## Assignment:
Transcribe all the records exactly and omit any images they hold.

(Stored data entries)
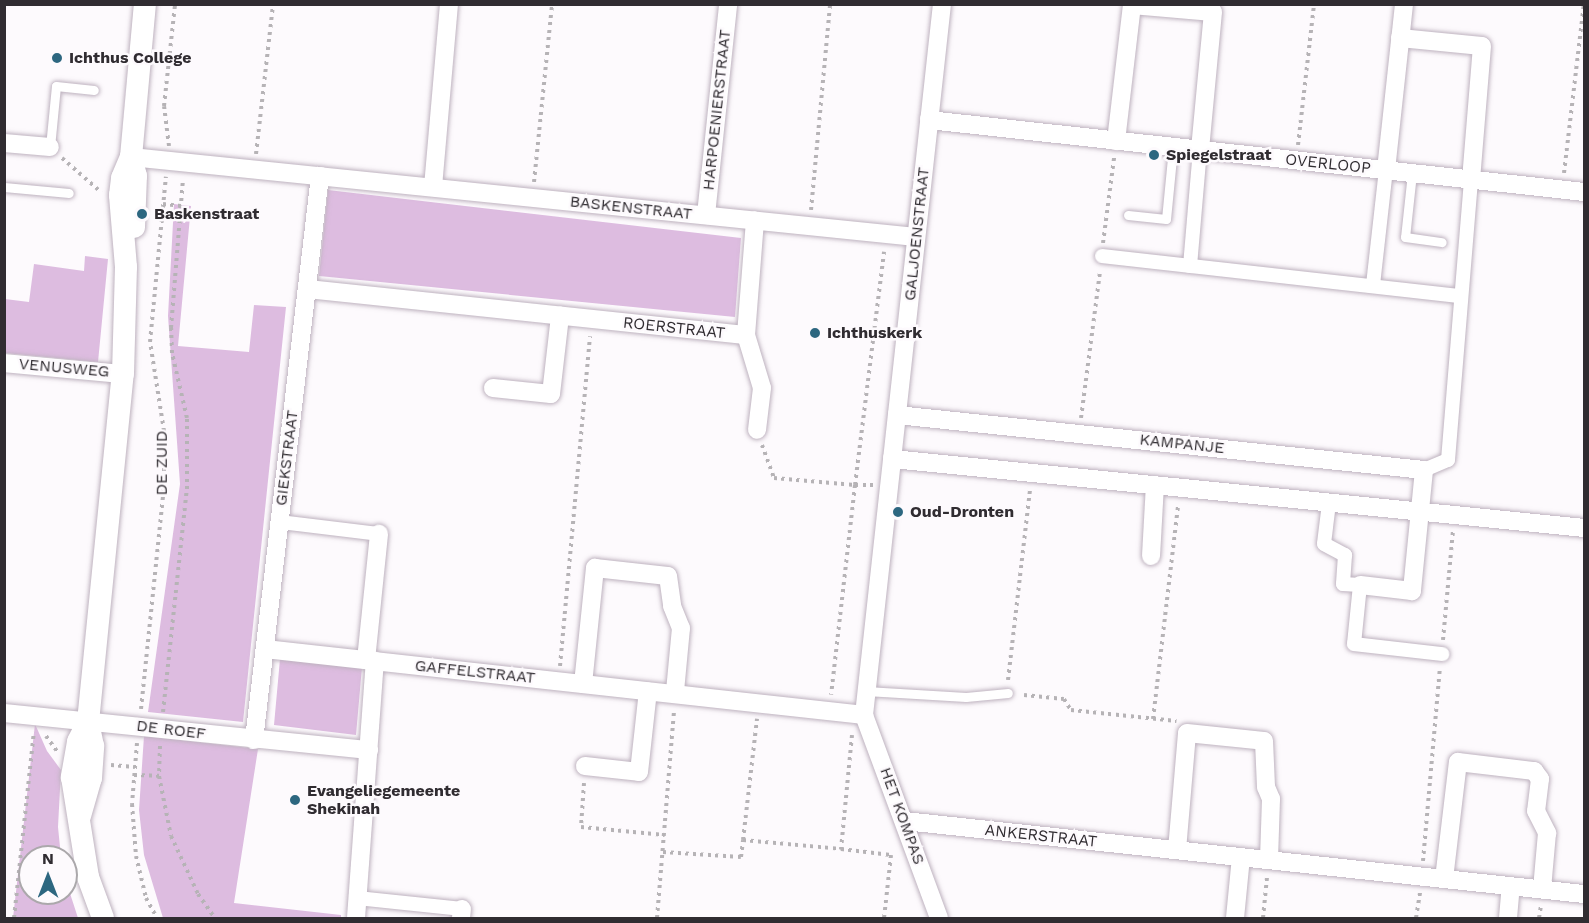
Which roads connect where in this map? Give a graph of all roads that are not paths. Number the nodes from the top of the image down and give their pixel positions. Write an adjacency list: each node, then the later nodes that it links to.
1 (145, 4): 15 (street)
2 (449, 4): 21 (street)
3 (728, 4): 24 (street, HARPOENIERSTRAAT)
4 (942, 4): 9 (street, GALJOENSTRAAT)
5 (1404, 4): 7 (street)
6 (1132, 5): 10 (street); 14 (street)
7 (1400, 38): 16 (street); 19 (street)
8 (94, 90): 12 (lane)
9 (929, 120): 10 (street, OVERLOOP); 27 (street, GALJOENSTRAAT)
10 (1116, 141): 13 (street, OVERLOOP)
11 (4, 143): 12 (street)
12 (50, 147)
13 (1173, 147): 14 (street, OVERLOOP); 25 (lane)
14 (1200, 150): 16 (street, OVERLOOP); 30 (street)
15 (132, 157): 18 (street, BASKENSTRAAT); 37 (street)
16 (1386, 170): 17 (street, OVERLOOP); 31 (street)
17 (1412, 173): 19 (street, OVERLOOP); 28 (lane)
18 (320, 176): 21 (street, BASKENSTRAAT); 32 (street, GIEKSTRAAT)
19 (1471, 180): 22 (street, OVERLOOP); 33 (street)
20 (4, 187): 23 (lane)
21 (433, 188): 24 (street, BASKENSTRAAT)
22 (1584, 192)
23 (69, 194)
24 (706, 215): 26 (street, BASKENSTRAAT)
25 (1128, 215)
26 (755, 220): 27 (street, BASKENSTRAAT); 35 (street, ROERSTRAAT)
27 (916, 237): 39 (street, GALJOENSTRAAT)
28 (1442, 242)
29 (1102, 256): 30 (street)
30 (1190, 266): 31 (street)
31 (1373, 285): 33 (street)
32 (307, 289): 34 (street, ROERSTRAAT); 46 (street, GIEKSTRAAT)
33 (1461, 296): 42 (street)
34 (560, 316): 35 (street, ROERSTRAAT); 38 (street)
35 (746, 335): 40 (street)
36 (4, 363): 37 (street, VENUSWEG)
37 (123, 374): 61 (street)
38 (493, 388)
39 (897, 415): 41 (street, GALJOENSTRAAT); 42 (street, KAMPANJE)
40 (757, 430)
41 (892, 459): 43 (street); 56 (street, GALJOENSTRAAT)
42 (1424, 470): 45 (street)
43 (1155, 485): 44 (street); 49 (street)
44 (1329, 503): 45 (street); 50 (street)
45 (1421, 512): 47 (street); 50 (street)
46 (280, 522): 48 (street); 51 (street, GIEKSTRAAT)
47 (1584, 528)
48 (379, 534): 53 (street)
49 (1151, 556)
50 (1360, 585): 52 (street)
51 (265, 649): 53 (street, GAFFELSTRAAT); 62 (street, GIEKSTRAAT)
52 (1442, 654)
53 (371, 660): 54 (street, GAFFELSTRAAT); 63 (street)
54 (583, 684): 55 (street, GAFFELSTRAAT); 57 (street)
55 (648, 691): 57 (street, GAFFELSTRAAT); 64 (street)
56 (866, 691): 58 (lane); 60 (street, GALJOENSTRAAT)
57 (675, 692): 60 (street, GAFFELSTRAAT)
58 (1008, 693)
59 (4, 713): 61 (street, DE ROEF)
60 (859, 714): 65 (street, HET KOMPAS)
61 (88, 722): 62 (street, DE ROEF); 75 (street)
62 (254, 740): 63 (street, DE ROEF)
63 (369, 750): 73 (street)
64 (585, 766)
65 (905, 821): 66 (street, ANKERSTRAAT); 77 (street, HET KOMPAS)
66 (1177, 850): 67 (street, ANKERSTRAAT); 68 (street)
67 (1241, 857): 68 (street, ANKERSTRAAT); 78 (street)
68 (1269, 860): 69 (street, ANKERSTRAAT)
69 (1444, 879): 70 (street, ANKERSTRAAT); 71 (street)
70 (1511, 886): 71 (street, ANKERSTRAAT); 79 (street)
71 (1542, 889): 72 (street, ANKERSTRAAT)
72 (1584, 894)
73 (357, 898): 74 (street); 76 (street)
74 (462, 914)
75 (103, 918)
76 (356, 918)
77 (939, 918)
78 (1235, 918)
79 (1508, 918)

## Task answer:
Which roads connect where in this map? Give a graph of all roads that are not paths. Number the nodes from the top of the image down and give their pixel positions. Write an adjacency list: each node, then the later nodes that it links to.
1 (145, 4): 15 (street)
2 (449, 4): 21 (street)
3 (728, 4): 24 (street, HARPOENIERSTRAAT)
4 (942, 4): 9 (street, GALJOENSTRAAT)
5 (1404, 4): 7 (street)
6 (1132, 5): 10 (street); 14 (street)
7 (1400, 38): 16 (street); 19 (street)
8 (94, 90): 12 (lane)
9 (929, 120): 10 (street, OVERLOOP); 27 (street, GALJOENSTRAAT)
10 (1116, 141): 13 (street, OVERLOOP)
11 (4, 143): 12 (street)
12 (50, 147)
13 (1173, 147): 14 (street, OVERLOOP); 25 (lane)
14 (1200, 150): 16 (street, OVERLOOP); 30 (street)
15 (132, 157): 18 (street, BASKENSTRAAT); 37 (street)
16 (1386, 170): 17 (street, OVERLOOP); 31 (street)
17 (1412, 173): 19 (street, OVERLOOP); 28 (lane)
18 (320, 176): 21 (street, BASKENSTRAAT); 32 (street, GIEKSTRAAT)
19 (1471, 180): 22 (street, OVERLOOP); 33 (street)
20 (4, 187): 23 (lane)
21 (433, 188): 24 (street, BASKENSTRAAT)
22 (1584, 192)
23 (69, 194)
24 (706, 215): 26 (street, BASKENSTRAAT)
25 (1128, 215)
26 (755, 220): 27 (street, BASKENSTRAAT); 35 (street, ROERSTRAAT)
27 (916, 237): 39 (street, GALJOENSTRAAT)
28 (1442, 242)
29 (1102, 256): 30 (street)
30 (1190, 266): 31 (street)
31 (1373, 285): 33 (street)
32 (307, 289): 34 (street, ROERSTRAAT); 46 (street, GIEKSTRAAT)
33 (1461, 296): 42 (street)
34 (560, 316): 35 (street, ROERSTRAAT); 38 (street)
35 (746, 335): 40 (street)
36 (4, 363): 37 (street, VENUSWEG)
37 (123, 374): 61 (street)
38 (493, 388)
39 (897, 415): 41 (street, GALJOENSTRAAT); 42 (street, KAMPANJE)
40 (757, 430)
41 (892, 459): 43 (street); 56 (street, GALJOENSTRAAT)
42 (1424, 470): 45 (street)
43 (1155, 485): 44 (street); 49 (street)
44 (1329, 503): 45 (street); 50 (street)
45 (1421, 512): 47 (street); 50 (street)
46 (280, 522): 48 (street); 51 (street, GIEKSTRAAT)
47 (1584, 528)
48 (379, 534): 53 (street)
49 (1151, 556)
50 (1360, 585): 52 (street)
51 (265, 649): 53 (street, GAFFELSTRAAT); 62 (street, GIEKSTRAAT)
52 (1442, 654)
53 (371, 660): 54 (street, GAFFELSTRAAT); 63 (street)
54 (583, 684): 55 (street, GAFFELSTRAAT); 57 (street)
55 (648, 691): 57 (street, GAFFELSTRAAT); 64 (street)
56 (866, 691): 58 (lane); 60 (street, GALJOENSTRAAT)
57 (675, 692): 60 (street, GAFFELSTRAAT)
58 (1008, 693)
59 (4, 713): 61 (street, DE ROEF)
60 (859, 714): 65 (street, HET KOMPAS)
61 (88, 722): 62 (street, DE ROEF); 75 (street)
62 (254, 740): 63 (street, DE ROEF)
63 (369, 750): 73 (street)
64 (585, 766)
65 (905, 821): 66 (street, ANKERSTRAAT); 77 (street, HET KOMPAS)
66 (1177, 850): 67 (street, ANKERSTRAAT); 68 (street)
67 (1241, 857): 68 (street, ANKERSTRAAT); 78 (street)
68 (1269, 860): 69 (street, ANKERSTRAAT)
69 (1444, 879): 70 (street, ANKERSTRAAT); 71 (street)
70 (1511, 886): 71 (street, ANKERSTRAAT); 79 (street)
71 (1542, 889): 72 (street, ANKERSTRAAT)
72 (1584, 894)
73 (357, 898): 74 (street); 76 (street)
74 (462, 914)
75 (103, 918)
76 (356, 918)
77 (939, 918)
78 (1235, 918)
79 (1508, 918)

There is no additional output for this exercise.